1. --- « Rabbi, tu es le Fils de Dieu, tu es le roi d’Israël. » (Jn 1,49).

Le royaume de Dieu, la future Eglise, venait dans la suite de l’Israël ancien. Et son prince, son roi, était l’héritier de la dynastie davidique. Un Israël, remarquons-le, non scindé, mais reconstitué dans son unité ; un Israël contenant symboliquement les douze tribus, comme du temps des grands rois, Saül, David, Salomon. Un Israël antérieur au schisme.

L’Israël ancien pouvait déjà s’appeler le royaume de Dieu, puisqu’en effet Yahvé était son roi, tandis que David ne régnait qu’en son lieu et place.

Jésus s’annonçait  comme un restaurateur, Ou plutôt il ne s’opposait pas au propos de Nathanaël, qui voyait en lui un restaurateur : non seulement de la dynastie davidique, tombée en désuétude depuis l’exil, mais encore du grand royaume ancien de David.

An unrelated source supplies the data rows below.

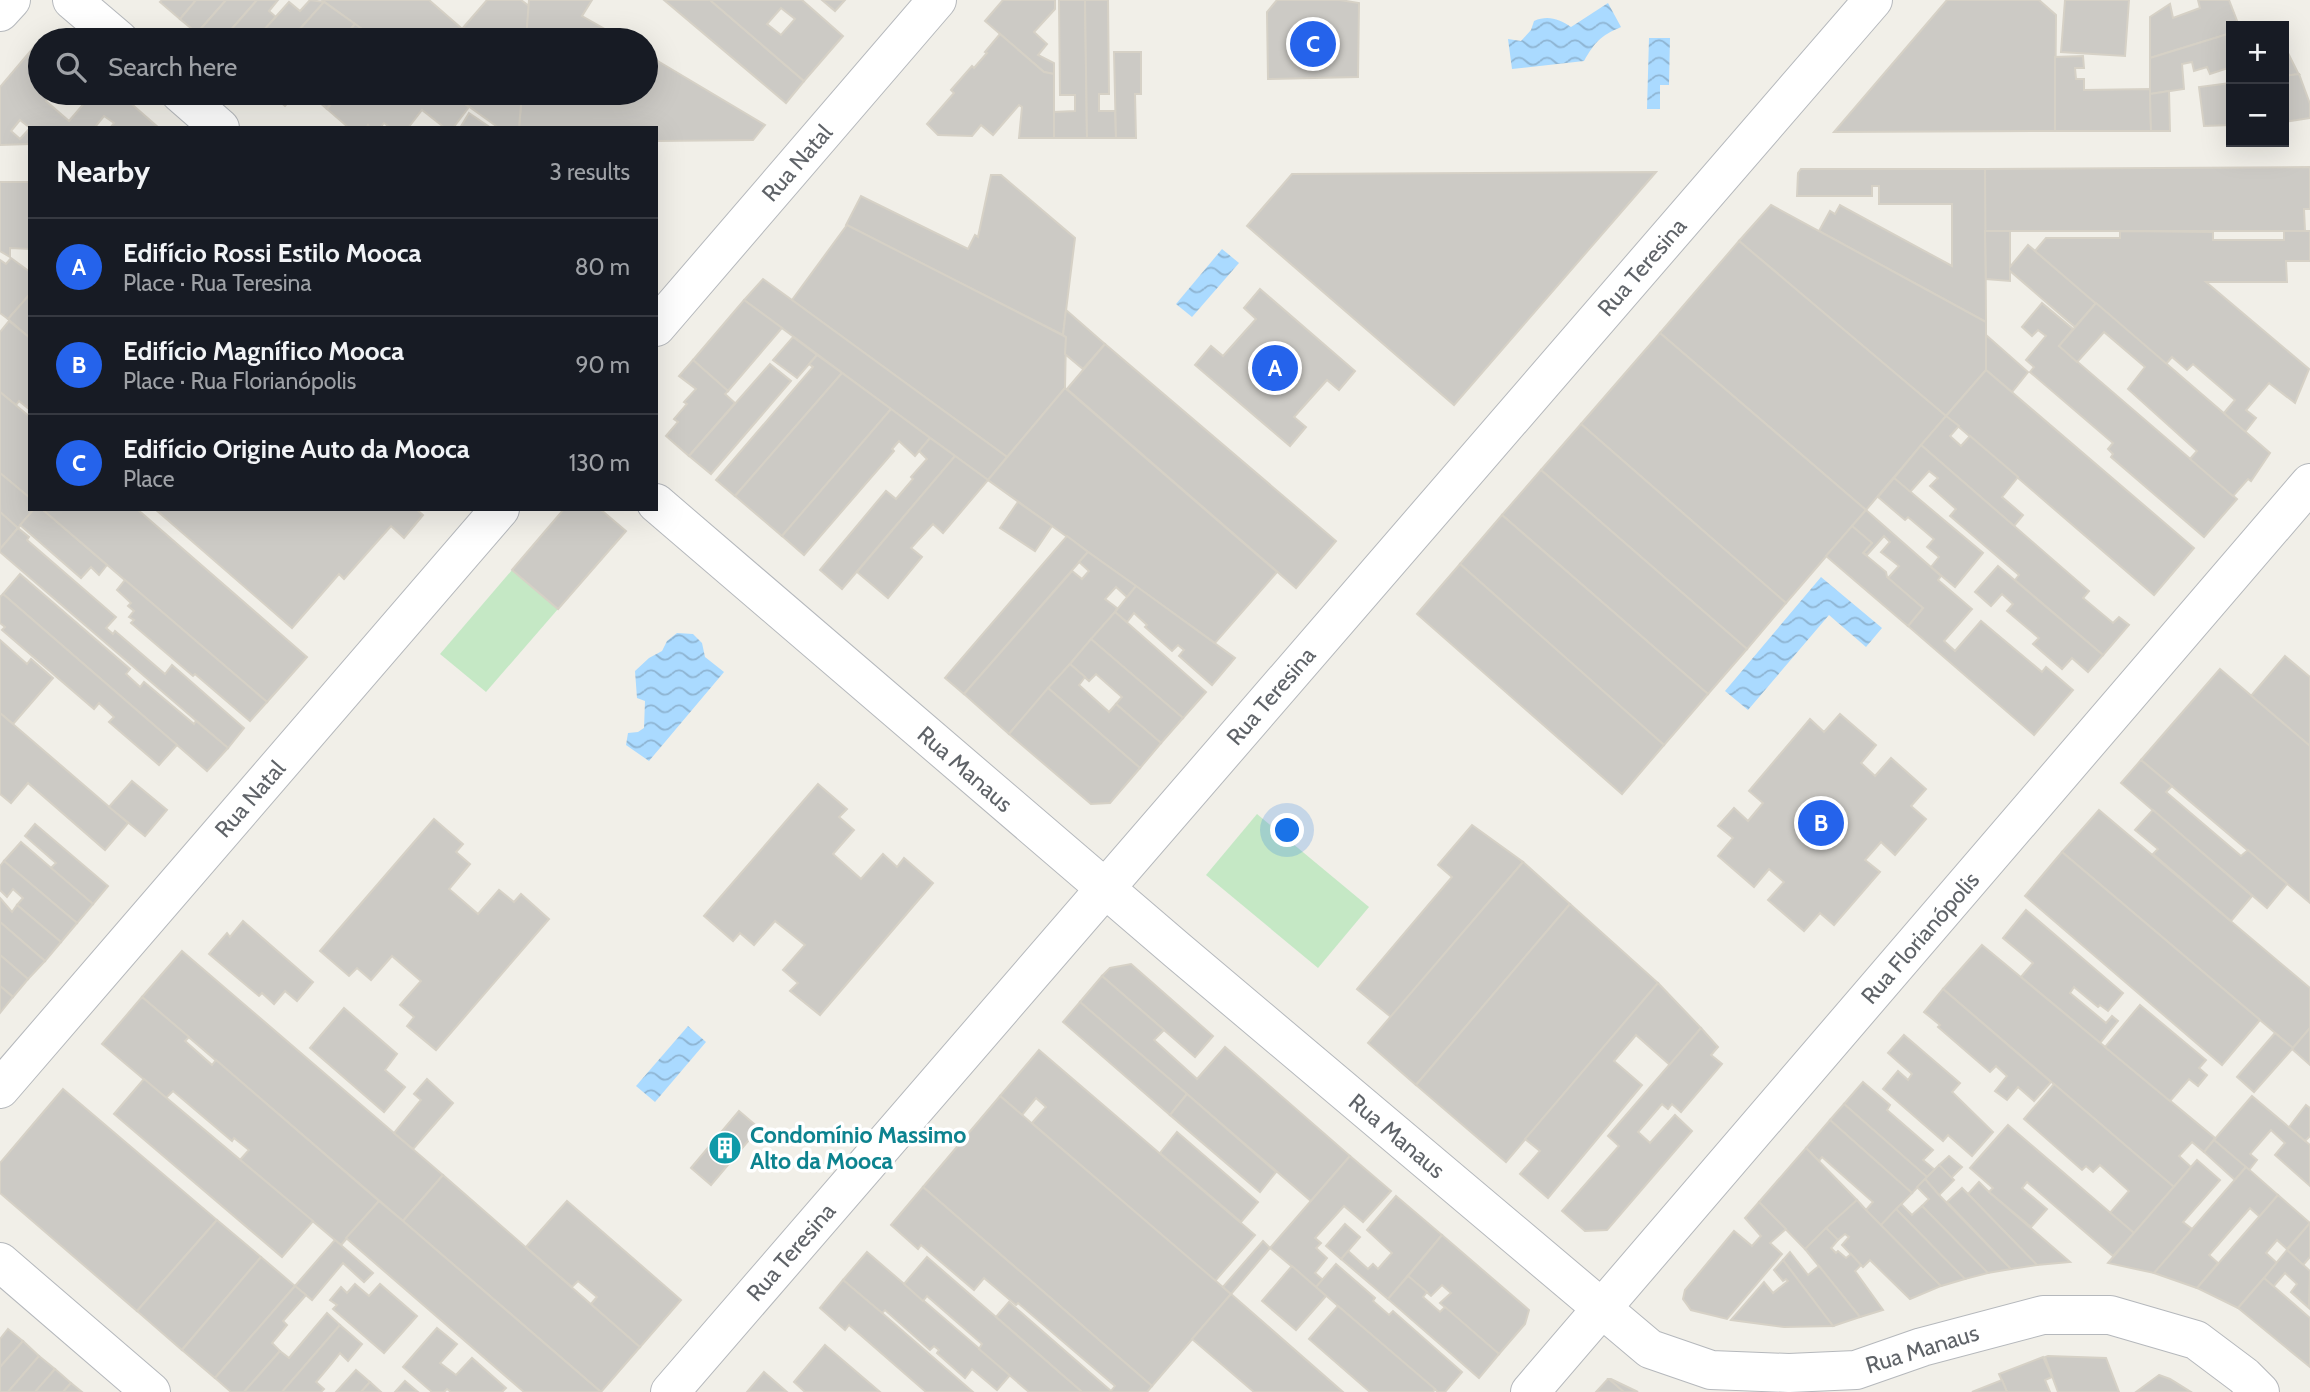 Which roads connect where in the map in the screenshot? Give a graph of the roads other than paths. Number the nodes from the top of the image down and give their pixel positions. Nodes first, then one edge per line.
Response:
1 (10, 0) edge
2 (72, 0) edge
3 (937, 0) edge
4 (1873, 0) edge
5 (0, 12) edge
6 (105, 28) edge
7 (194, 105) edge
8 (218, 126) edge
9 (658, 325) edge
10 (2306, 496) edge
11 (658, 505) edge
12 (498, 511) edge
13 (1104, 888) junction
14 (0, 1089) edge
15 (0, 1262) edge
16 (1601, 1308) junction
17 (151, 1392) edge
18 (670, 1392) edge
19 (1530, 1392) edge
20 (2260, 1392) edge

1 - 5 street
2 - 6 street
3 - 9 street, Rua Natal
4 - 13 street, Rua Teresina
7 - 8 street
10 - 16 street, Rua Florianópolis
11 - 13 street, Rua Manaus
12 - 14 street, Rua Natal
13 - 16 street, Rua Manaus
13 - 18 street, Rua Teresina
15 - 17 street
16 - 19 street, Rua Florianópolis
16 - 20 street, Rua Manaus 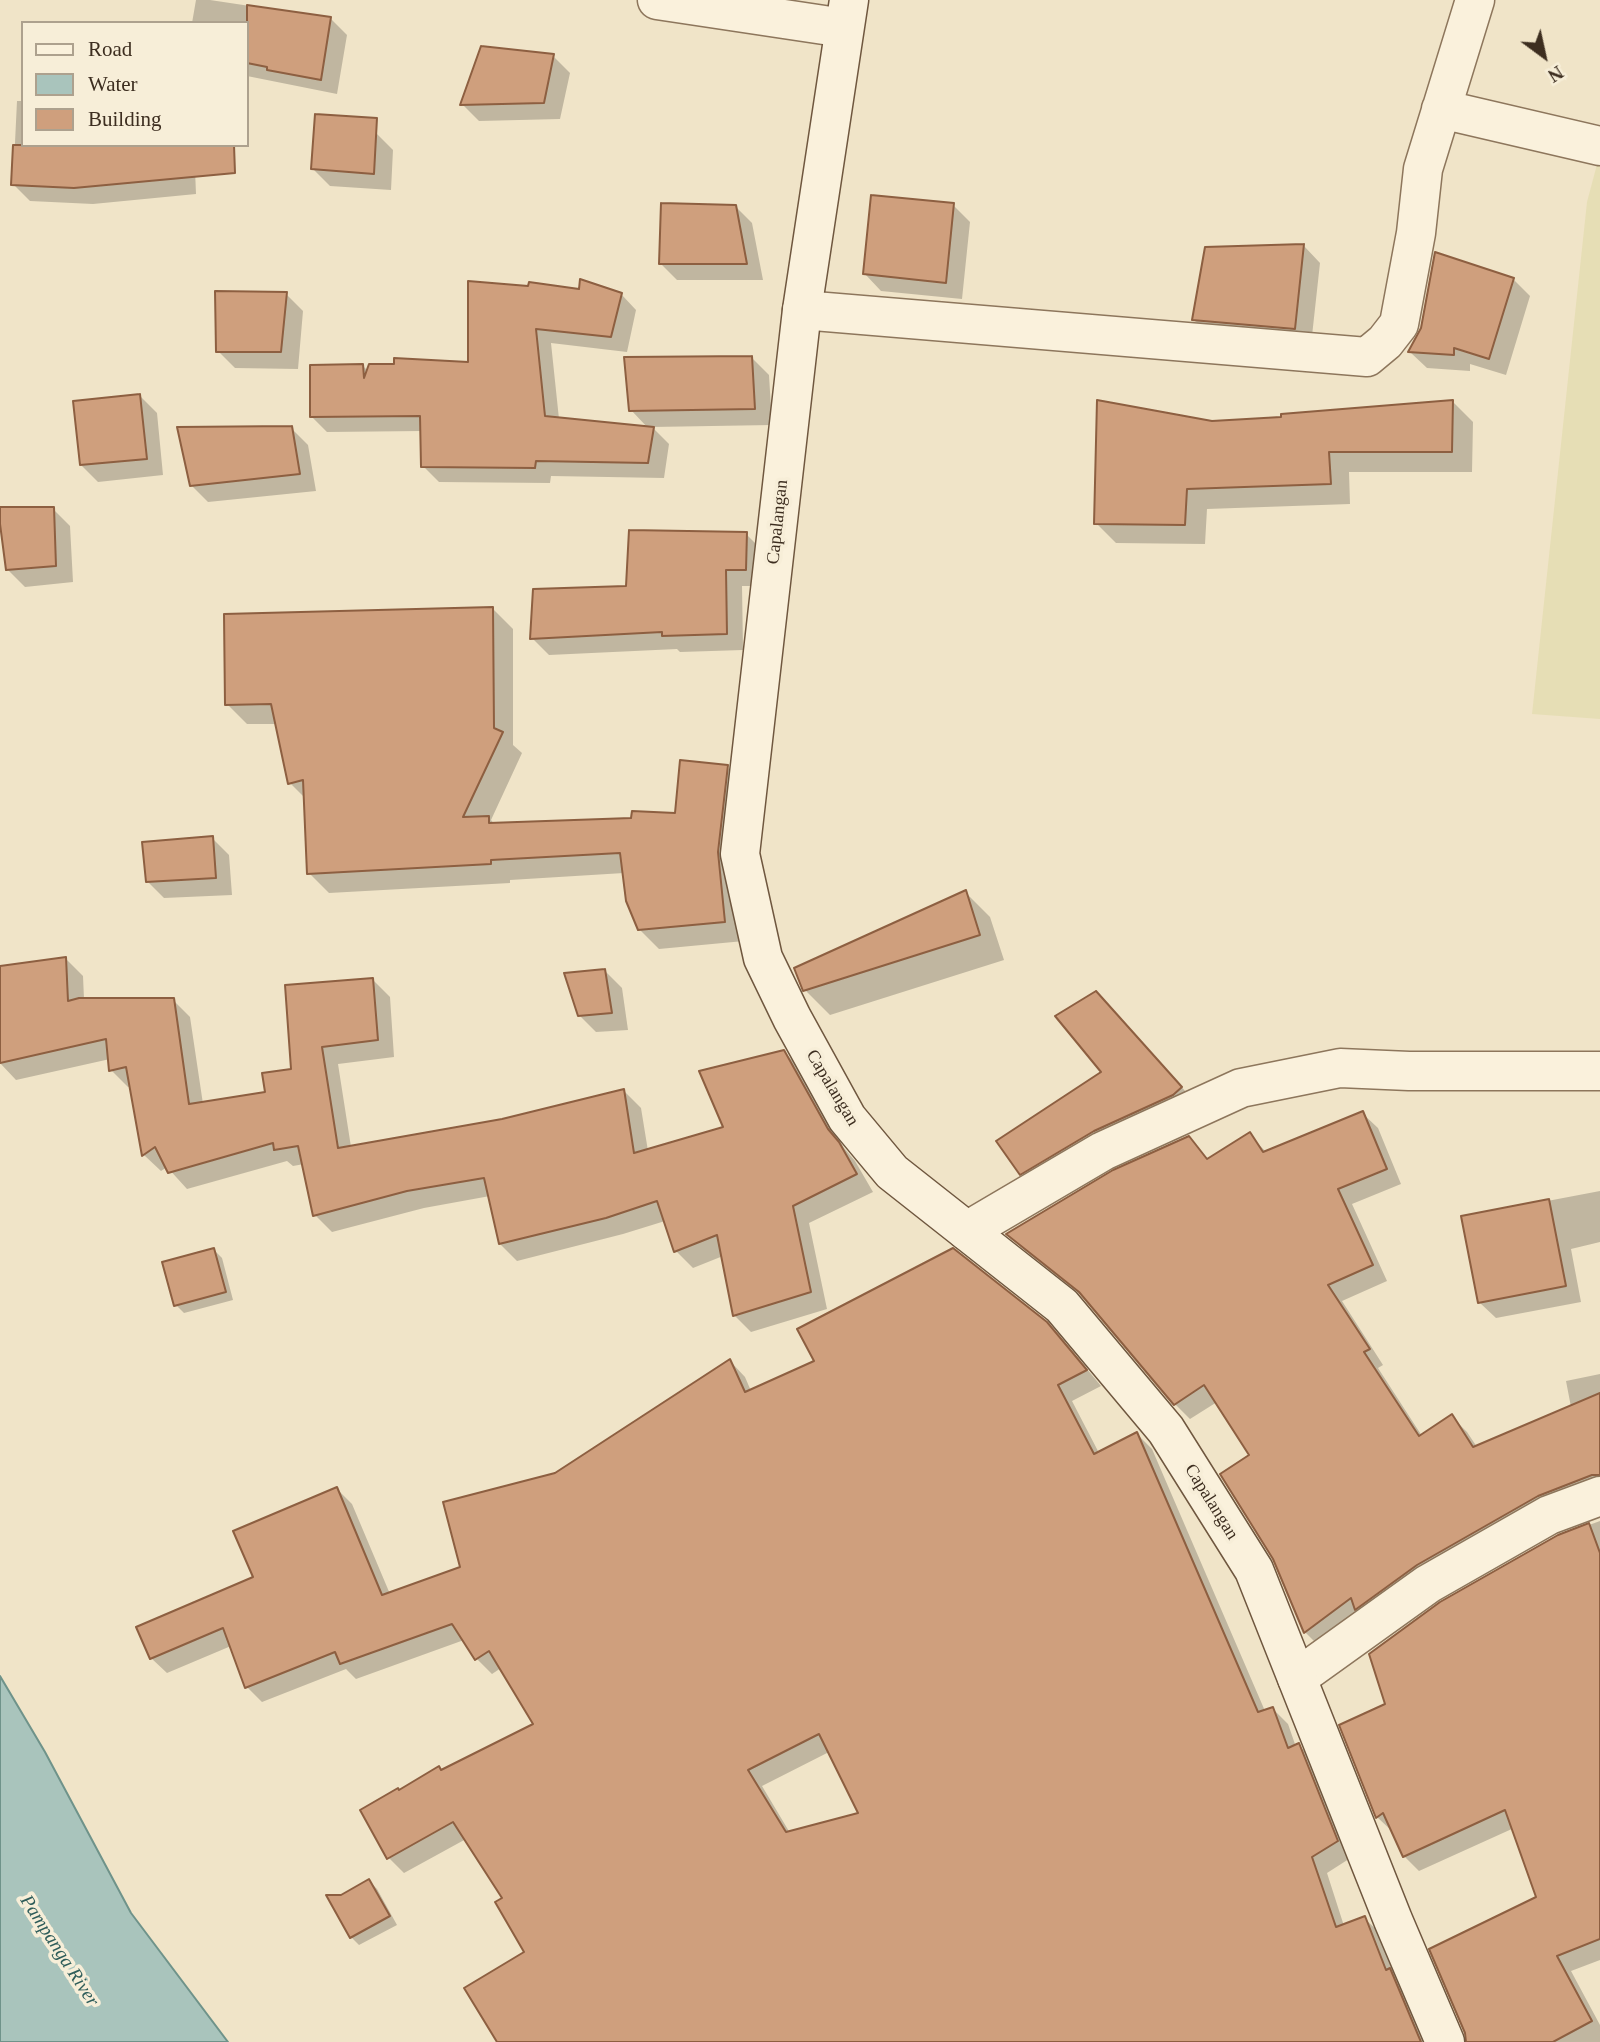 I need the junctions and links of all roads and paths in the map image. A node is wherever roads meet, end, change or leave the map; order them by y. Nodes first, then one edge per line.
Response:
1 (657, 0) edge
2 (1475, 0) edge
3 (846, 14) edge
4 (1441, 109) junction
5 (1600, 146) edge
6 (802, 310) junction
7 (1600, 1071) edge
8 (967, 1231) junction
9 (1600, 1496) edge
10 (1297, 1678) junction
11 (1445, 2042) edge

1 - 3 street
2 - 4 street
3 - 6 street, Capalangan
4 - 5 street
4 - 6 street
6 - 8 street, Capalangan
7 - 8 street
8 - 10 street, Capalangan
9 - 10 street
10 - 11 street, Capalangan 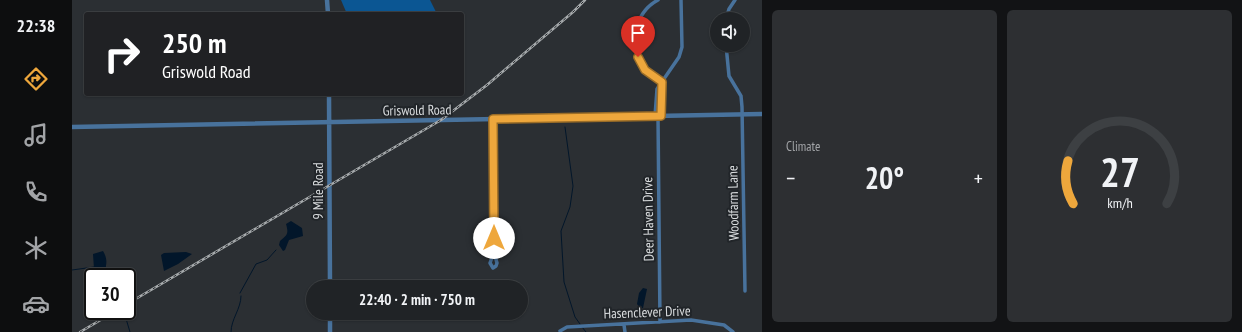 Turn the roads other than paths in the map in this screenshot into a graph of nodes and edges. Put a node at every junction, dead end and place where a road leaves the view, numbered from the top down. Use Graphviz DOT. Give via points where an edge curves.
graph roads {
  1 [pos="327,0"];
  2 [pos="658,0"];
  3 [pos="681,0"];
  4 [pos="735,0"];
  5 [pos="328,12"];
  6 [pos="728,12"];
  7 [pos="727,52"];
  8 [pos="662,82"];
  9 [pos="329,96"];
  10 [pos="762,114"];
  11 [pos="742,115"];
  12 [pos="658,116"];
  13 [pos="493,119"];
  14 [pos="329,123"];
  15 [pos="72,127"];
  16 [pos="494,252"];
  17 [pos="330,280"];
  18 [pos="745,291"];
  19 [pos="330,320"];
  20 [pos="660,322"];
  21 [pos="624,325"];
  22 [pos="560,331"];
  23 [pos="330,332"];
  24 [pos="624,332"];
  25 [pos="733,332"];
  1 -- 5 [label="street"];
  2 -- 8 [label="street" via="641,16 635,42 638,57 645,70"];
  3 -- 8 [label="street" via="682,48"];
  4 -- 6 [label="street"];
  7 -- 11 [label="street, Woodfarm Lane" via="729,76 741,96"];
  8 -- 12 [label="street, Deer Haven Drive"];
  9 -- 14 [label="street, 9 Mile Road"];
  10 -- 11 [label="street, Griswold Road"];
  11 -- 12 [label="street, Griswold Road"];
  11 -- 18 [label="street, Woodfarm Lane"];
  12 -- 13 [label="street, Griswold Road"];
  12 -- 20 [label="street, Deer Haven Drive"];
  13 -- 14 [label="street, Griswold Road"];
  13 -- 16 [label="street"];
  14 -- 15 [label="street, Griswold Road"];
  14 -- 17 [label="street, 9 Mile Road"];
  19 -- 23 [label="street"];
  20 -- 21 [label="street, Hasenclever Drive"];
  20 -- 25 [label="street, Hasenclever Drive" via="691,320 724,325"];
  21 -- 22 [label="street, Hasenclever Drive" via="567,327"];
  21 -- 24 [label="street"];
}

De toute évidence le nouveau royaume s’installerait par consensus, et non par le moyen de quelque force militaire, ou de quelque révolte. La royauté de Jésus resterait quasiment une royauté confidentielle, une royauté d’amitiés ; elle serait une royauté d’essence religieuse.

2. --- « Vous verrez le ciel ouvert et les anges de Dieu monter et descendre au-dessus du Fils de l’homme. » (Jn 1,51).

Désormais le roi du ciel devenait le roi de la terre. Une communication s’ouvrait entre le royaume des cieux et le royaume de la terre. Le royaume des cieux descendait sur la terre et se faisait terrestre avec Jésus-Christ ; et de même la terre s’élevait jusqu’aux cieux. « Une porte était ouverte au ciel, et la voix que j’avais naguère entendu me parler comme une trompette me dit : ‘Monte ici, que je te montre ce qui doit arriver par la suite’. » (Ap 4,1). Le royaume des cieux nous apportait une révélation sur Dieu ; mais du même coup, il nous apportait une nouvelle révélation sur l’homme. Il lançait un vif coup de projecteur ; il nous procurait une lumière inattendue sur la condition humaine. Oui, nous étions fabriqués pour monter aux cieux, et dorénavant la voie était accessible : c’était une échelle dressée entre le ciel et la terre, mais que nous ne pouvions pas gravir par nos propres forces, et que nous n’aurions pas pu seulement découvrir, ou contempler,  puisqu’elle s’appelait Jésus-Christ. 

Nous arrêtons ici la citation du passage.